• The task: Nothing but a number is wanted here: the count of lines in the data holding the word "down".

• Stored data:
Content starts

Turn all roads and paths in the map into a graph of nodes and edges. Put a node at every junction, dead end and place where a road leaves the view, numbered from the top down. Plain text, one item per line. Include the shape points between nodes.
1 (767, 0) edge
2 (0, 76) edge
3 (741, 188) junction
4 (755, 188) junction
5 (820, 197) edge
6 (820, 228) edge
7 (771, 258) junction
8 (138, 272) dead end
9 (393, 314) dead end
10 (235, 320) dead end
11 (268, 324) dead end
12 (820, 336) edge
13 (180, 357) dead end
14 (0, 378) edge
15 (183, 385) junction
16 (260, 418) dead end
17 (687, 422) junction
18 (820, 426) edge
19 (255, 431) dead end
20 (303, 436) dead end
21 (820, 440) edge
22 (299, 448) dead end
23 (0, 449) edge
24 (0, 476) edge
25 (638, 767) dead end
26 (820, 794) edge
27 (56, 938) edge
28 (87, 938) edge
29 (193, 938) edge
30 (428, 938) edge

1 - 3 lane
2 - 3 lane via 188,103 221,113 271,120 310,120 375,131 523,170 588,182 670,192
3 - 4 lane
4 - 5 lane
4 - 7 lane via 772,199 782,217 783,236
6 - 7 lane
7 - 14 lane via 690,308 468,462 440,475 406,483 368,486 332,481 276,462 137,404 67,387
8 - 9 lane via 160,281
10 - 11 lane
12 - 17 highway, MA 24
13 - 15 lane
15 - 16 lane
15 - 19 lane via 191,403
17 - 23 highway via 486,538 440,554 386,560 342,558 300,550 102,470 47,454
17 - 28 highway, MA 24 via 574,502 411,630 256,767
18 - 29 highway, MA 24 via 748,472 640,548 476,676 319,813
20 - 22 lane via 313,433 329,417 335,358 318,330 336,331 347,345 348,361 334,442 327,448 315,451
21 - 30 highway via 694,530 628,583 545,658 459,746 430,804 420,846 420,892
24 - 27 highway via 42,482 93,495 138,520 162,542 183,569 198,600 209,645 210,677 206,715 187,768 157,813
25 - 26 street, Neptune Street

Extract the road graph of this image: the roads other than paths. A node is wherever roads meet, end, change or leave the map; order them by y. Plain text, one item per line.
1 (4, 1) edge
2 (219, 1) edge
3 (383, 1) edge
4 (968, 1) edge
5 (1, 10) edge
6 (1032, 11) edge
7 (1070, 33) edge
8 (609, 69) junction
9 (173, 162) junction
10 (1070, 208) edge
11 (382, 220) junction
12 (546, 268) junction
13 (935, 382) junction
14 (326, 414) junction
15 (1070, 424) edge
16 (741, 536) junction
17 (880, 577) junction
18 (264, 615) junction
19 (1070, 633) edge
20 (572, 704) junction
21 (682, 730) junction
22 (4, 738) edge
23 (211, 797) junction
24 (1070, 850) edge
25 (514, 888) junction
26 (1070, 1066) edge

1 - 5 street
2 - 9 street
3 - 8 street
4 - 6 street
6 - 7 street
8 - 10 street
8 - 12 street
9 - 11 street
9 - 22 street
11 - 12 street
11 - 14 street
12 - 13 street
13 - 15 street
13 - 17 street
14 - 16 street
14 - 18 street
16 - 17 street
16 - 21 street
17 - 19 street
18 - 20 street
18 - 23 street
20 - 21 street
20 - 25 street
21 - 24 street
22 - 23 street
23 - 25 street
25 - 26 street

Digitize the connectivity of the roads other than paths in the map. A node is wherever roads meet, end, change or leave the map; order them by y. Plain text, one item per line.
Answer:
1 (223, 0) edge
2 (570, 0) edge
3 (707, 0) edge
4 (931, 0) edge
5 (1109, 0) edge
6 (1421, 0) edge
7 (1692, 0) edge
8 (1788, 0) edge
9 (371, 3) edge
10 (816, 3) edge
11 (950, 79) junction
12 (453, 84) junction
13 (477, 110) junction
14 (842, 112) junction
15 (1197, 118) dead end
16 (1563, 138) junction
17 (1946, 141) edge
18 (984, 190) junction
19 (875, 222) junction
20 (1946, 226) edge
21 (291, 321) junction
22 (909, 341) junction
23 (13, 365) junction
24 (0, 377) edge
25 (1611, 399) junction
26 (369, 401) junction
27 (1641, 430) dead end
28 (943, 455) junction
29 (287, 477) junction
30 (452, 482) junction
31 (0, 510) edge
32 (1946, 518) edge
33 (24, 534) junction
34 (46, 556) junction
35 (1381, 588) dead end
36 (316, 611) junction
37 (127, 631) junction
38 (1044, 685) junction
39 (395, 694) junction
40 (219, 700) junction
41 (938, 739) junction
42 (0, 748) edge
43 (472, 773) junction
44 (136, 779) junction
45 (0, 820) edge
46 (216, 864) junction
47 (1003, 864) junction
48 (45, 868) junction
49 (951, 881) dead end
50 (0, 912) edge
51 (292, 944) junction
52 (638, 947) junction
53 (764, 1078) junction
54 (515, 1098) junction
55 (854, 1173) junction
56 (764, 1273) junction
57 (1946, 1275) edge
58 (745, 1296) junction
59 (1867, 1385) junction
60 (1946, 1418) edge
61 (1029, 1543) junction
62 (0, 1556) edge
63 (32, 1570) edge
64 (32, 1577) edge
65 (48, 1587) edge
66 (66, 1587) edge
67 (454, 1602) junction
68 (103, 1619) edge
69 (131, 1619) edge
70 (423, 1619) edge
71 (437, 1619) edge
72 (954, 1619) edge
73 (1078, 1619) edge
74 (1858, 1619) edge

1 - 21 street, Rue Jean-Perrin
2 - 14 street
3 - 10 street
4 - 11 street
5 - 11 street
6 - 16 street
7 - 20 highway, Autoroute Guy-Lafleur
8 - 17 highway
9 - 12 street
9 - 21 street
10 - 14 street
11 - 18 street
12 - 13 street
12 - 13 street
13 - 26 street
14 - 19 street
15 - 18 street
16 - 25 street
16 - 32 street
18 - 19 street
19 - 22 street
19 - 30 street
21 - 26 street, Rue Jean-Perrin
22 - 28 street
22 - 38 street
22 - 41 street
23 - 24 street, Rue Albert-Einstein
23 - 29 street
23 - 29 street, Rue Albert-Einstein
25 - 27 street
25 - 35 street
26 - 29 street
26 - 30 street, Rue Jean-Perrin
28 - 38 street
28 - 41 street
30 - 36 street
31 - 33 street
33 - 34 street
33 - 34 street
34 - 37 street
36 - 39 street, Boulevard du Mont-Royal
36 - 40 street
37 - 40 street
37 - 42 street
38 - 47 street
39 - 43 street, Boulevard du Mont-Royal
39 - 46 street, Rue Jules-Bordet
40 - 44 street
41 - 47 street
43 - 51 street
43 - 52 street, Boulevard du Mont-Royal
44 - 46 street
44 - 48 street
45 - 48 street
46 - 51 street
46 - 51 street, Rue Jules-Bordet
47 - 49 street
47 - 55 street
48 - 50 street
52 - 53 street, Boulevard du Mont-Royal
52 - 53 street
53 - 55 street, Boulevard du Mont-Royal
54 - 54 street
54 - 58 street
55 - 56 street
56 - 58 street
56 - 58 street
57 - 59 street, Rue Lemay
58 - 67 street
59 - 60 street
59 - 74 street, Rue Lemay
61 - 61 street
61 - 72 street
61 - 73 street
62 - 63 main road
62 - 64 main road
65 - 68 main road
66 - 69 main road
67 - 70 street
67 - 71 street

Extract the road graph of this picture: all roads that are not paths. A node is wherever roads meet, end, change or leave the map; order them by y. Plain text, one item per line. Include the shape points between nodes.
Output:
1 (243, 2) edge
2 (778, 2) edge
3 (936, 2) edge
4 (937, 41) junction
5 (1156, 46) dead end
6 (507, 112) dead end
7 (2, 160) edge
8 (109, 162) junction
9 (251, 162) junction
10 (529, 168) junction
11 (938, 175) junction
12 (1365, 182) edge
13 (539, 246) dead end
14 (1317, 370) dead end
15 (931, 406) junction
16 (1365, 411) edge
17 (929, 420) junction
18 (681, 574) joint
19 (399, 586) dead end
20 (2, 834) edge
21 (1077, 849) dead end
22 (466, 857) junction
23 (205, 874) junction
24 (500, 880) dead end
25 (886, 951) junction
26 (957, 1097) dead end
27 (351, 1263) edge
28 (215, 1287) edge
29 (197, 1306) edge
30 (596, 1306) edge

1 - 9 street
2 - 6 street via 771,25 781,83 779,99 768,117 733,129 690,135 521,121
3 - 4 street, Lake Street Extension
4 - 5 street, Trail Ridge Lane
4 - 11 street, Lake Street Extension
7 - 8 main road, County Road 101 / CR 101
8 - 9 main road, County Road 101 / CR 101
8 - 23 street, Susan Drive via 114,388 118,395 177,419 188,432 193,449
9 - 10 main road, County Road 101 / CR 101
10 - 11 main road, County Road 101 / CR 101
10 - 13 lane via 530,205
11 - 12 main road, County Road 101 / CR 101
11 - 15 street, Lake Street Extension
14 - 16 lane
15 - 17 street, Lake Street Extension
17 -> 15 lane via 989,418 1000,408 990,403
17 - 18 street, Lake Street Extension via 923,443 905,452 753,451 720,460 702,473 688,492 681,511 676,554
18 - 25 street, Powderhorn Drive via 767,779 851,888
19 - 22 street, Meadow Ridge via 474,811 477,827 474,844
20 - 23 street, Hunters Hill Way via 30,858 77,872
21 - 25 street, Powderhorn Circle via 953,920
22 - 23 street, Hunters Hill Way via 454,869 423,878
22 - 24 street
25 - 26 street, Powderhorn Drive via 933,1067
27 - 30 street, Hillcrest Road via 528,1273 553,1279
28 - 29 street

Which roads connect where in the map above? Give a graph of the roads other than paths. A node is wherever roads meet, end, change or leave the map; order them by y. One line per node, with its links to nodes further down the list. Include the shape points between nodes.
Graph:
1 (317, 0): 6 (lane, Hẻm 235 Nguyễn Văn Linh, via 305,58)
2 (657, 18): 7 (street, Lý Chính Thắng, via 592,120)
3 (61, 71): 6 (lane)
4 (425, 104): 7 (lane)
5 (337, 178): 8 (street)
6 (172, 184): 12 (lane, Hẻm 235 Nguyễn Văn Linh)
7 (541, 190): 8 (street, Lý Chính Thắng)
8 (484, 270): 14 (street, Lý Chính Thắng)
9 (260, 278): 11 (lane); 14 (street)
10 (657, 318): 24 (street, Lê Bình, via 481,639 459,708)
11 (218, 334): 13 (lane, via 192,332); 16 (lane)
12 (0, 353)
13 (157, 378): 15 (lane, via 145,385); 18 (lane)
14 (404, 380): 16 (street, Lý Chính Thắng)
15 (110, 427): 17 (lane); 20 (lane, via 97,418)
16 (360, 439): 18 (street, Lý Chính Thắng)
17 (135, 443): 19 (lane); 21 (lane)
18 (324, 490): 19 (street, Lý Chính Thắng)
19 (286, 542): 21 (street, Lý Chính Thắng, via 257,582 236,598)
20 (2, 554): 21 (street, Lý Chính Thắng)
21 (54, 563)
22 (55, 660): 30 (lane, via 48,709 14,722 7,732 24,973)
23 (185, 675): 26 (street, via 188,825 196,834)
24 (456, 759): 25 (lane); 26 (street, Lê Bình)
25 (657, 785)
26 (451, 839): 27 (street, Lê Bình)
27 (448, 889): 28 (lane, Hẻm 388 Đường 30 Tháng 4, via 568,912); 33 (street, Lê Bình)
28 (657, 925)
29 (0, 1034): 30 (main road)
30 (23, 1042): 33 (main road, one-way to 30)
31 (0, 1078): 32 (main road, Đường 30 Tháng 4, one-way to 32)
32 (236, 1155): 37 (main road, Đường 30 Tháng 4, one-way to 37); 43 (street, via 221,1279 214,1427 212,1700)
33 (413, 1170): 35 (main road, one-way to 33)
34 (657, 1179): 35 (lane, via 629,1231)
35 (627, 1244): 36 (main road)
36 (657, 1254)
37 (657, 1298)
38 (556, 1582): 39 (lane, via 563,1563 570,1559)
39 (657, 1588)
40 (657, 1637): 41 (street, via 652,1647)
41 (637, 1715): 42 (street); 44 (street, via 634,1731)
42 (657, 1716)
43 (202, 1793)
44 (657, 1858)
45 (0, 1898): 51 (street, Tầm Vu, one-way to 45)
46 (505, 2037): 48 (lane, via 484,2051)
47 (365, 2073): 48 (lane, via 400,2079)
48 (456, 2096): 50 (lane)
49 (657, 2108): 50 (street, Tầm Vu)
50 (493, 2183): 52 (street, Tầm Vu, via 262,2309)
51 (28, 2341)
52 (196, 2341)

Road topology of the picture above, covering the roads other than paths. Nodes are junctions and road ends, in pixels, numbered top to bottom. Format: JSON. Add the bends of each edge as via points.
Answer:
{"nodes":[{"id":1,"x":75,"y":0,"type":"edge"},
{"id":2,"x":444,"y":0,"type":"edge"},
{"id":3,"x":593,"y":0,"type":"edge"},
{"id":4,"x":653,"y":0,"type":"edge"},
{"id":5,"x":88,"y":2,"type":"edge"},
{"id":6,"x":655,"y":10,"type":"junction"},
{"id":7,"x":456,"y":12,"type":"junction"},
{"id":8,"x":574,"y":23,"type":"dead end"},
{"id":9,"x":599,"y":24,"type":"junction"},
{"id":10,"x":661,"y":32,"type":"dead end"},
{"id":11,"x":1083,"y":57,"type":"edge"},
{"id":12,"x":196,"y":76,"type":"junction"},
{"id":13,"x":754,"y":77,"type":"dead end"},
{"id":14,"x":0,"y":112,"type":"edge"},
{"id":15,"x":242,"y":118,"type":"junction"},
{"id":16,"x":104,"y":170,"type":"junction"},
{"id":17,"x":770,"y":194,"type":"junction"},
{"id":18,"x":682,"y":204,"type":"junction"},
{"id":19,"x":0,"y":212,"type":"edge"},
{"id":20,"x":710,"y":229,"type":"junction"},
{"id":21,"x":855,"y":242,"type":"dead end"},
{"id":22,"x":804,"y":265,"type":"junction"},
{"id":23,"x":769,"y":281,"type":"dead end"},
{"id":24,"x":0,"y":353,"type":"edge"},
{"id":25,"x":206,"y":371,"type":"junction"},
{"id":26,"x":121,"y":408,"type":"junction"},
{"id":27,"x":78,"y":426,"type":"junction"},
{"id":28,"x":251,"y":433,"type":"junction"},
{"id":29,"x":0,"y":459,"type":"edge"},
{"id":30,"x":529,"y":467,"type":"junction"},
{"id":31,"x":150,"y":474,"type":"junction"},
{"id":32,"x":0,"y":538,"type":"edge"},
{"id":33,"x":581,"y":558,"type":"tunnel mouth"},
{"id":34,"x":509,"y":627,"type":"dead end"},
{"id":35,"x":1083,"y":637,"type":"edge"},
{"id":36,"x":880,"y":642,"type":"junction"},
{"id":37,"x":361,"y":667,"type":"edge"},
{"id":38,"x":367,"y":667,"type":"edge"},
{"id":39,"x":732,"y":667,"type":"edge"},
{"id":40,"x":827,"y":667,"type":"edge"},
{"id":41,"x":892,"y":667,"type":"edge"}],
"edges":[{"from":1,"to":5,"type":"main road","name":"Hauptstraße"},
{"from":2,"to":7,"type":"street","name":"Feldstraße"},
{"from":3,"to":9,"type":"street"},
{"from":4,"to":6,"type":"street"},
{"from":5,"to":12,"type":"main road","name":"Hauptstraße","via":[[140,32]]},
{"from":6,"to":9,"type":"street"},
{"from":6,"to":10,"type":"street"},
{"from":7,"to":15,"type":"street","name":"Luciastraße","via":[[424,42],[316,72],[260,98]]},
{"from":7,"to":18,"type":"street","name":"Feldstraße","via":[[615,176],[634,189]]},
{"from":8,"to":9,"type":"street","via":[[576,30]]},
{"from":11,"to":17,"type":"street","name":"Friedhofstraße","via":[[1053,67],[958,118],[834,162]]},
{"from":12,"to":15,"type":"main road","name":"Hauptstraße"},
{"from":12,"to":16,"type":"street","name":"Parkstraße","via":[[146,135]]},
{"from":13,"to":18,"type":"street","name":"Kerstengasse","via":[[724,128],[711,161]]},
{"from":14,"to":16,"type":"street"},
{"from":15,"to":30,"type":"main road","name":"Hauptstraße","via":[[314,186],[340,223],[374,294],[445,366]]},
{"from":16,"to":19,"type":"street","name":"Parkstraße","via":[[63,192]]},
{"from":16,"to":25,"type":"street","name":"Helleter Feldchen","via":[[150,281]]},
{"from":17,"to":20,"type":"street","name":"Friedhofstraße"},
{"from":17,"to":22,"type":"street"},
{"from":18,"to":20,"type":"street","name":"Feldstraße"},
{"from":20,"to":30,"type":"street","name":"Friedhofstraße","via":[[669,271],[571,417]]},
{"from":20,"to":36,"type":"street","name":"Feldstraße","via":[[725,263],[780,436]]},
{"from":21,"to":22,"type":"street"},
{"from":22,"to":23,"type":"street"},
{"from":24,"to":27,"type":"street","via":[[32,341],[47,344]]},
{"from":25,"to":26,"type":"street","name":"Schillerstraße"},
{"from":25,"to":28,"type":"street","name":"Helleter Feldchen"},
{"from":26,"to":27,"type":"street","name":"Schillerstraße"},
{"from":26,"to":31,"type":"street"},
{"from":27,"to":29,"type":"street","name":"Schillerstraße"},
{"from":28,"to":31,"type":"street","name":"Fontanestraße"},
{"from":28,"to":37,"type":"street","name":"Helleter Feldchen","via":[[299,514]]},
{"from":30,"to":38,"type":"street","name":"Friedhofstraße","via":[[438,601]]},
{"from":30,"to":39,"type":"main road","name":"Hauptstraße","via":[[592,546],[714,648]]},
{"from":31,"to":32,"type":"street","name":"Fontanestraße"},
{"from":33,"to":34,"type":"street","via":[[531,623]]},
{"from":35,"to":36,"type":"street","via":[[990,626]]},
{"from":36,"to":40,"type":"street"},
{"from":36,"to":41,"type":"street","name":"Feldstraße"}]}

Content ends

• Output for this task: 2